To get tough on Boko Haram, US officials need to get tough on Nigerian leaders for their flagrant effort to control the outcome of the election.
The rumors had been swirling around the Nigerian capital, Abuja, for days: the government was going to find some way to delay the presidential election in Africa’s most populous and economically powerful country. The vote was to be held on Feb. 14. There were court cases, complaints about voter card distribution and the ability of those displaced by the Boko Haram insurgency to cast their ballots.
In the end, the pretext selected—with an almost barefaced cynicism—was security. Late Saturday, the election was delayed by six weeks. The head of the National Electoral Commission issued a statement to announce his decision that, reading between the lines, carries a whiff of blackmail. “The national security advisor,” wrote Attahiru Jega, “and all the armed services and intelligence chiefs unanimously reiterated that the safety and security of [electoral] operations can not be guaranteed.”
That’s the type of language organized criminals use to gift-wrap a threat. U.S. officials, already losing patience with the leadership of President Goodluck Jonathan and his key ministers, should add this flagrant effort to control the outcome of the election to the list of reasons why it’s time to get tough.
Of course, the security situation in northern Nigeria is terrible. A glance at recent headlines is enough to confirm that. But for months, those same headlines have made it clear that the Nigerian government has been less than diligent in combatting Boko Haram. Soldiers driven to mutiny by the lack of weapons and munitions despite soaring defense budgets have been court-martialed and sentenced to death. Late last year, Abuja abruptly cancelled a U.S. training program aimed at building a new counterinsurgency battalion. So widespread and well-documented are the human rights abuses of existing units that by law, the U.S. is prohibited from partnering with them.
There is no reason for Nigerians to believe that their government, which has thus far failed to address the Boko Haram insurgency or the political and economic grievances that have given rise to it, will do a better job over the next six weeks. The sudden preoccupation with the safety and wellbeing of citizens in the marginalized northeast does not ring true. Even if the African Union’s recently-approved 7,500 troops rushed in, U.S. Africa Command’s Gen. David Rodriguez said in Washington just two weeks ago that it would take a full-scale multinational counterinsurgency (like the one he ran in Afghanistan)—with a constructive government—to turn the tide against Boko Haram.

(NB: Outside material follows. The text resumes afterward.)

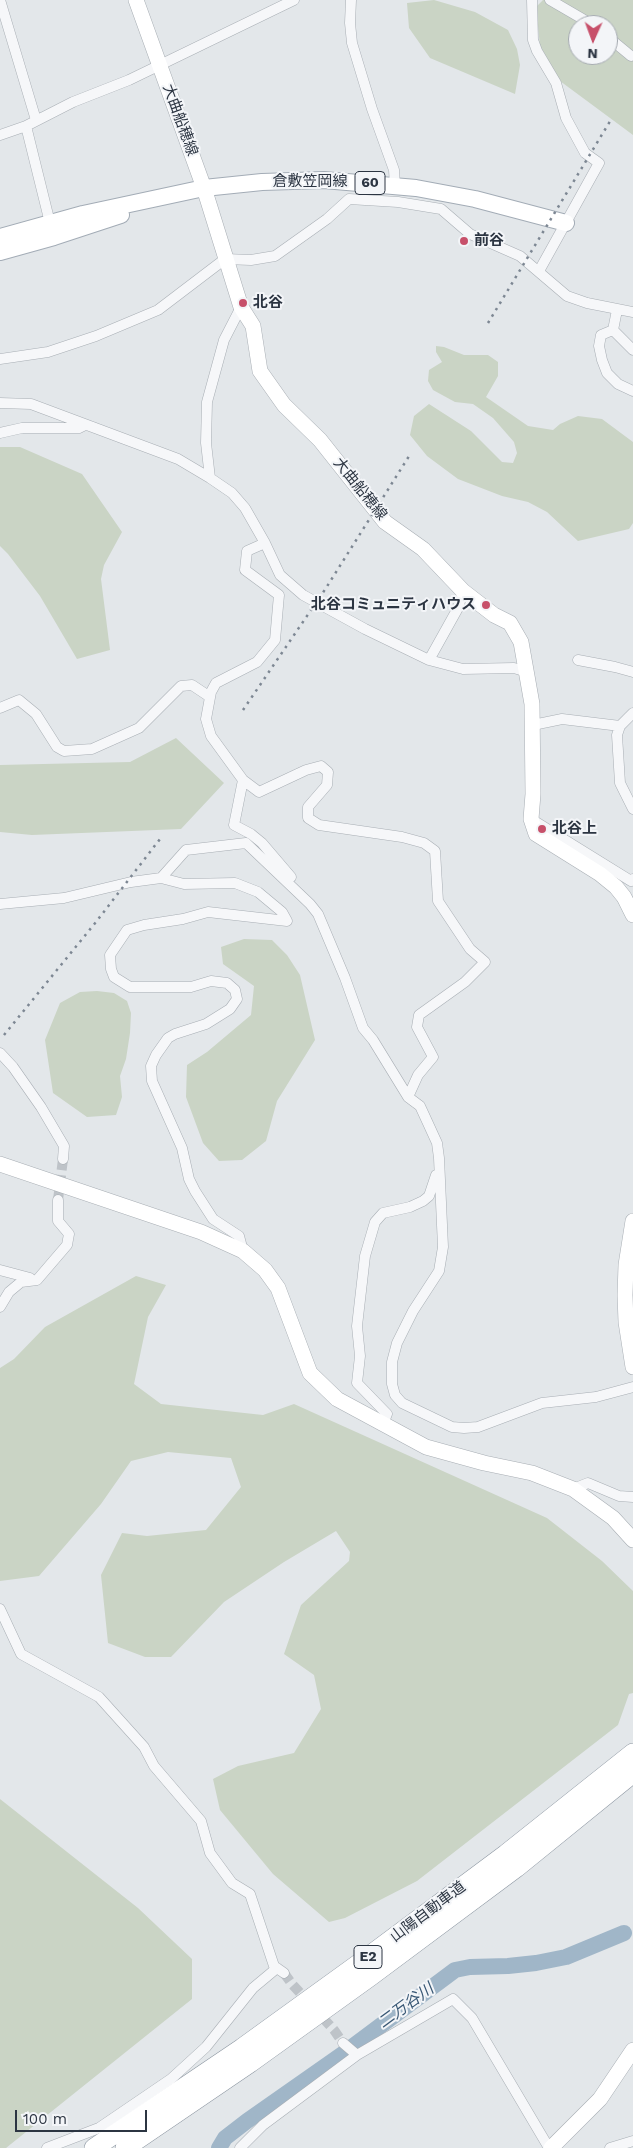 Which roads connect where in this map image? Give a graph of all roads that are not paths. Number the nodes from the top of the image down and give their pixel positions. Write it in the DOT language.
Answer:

Having lived for a decade through several rigged elections in the southern Afghan city of Kandahar, I know well how security concerns can be manipulated for electoral purposes. In Afghanistan, the approach was the reverse of Nigeria’s. Since the dangerous south was presumed to favor President Hamid Karzai, a native son, he put his entire security apparatus to work ensuring that as many polling places were open as possible. Not so people could vote—they couldn’t, the Taliban intimidated them away from the polls. Karzai’s objective was to secure a generous number of empty ballot boxes that could later be stuffed.
But the martyred Nigerian north is presumed to favor the opposition, now running the closest national race in the country’s 16 years as a democracy. The ruling clique, now in a real horserace, has never tried hard to ensure north-easterners could vote. As many as 40,000 displaced people are reportedly assigned to a single polling place in some states. If adverse security conditions depressed turnout, say many Nigerians I have interviewed, the ruling party would not mind. Now, with the outcome in doubt even with the reduced turnout, the violence is a pretext for putting the whole process in jeopardy.
For the ruling party, say many, the Boko Haram insurgency is proving a godsend.
Nigeria is not the only country where corrupt elites that have bent the levers of power to the service of personal enrichment have retained their grip on power by means of electoral exercises that were anything but democratic. Karzai did it in Afghanistan. In Egypt, former President Hosni Mubarak and now Abdel Fattah el-Sisi bask in elections whose results are a foregone conclusion, as do the rulers of Algeria, Bahrain and most Central Asian countries.
Patently rigged elections frequently lead to explosions of violence. Algeria’s bloody civil war was ignited when the military cancelled a 1991 election the opposition was set to win. Kenya suffered a bloodletting in 2008, after an apparently rigged vote in December 2007. And widespread presumption of electoral fraud is seen as contributing to the strength of extremist movements in Iraq and Afghanistan.
The U.S. does not have much influence over the situation in Nigeria. But what influence it has should be used to reduce the impunity with which that country’s political elite has been abusing its people. Responding to the announced delay on Saturday, Secretary of State John F. Kerry used strong language: “Political interference with the Independent National Election Commission is unacceptable,” he said in a statement, “and it is critical that the government not use security concerns as a pretext to impede the democratic process.”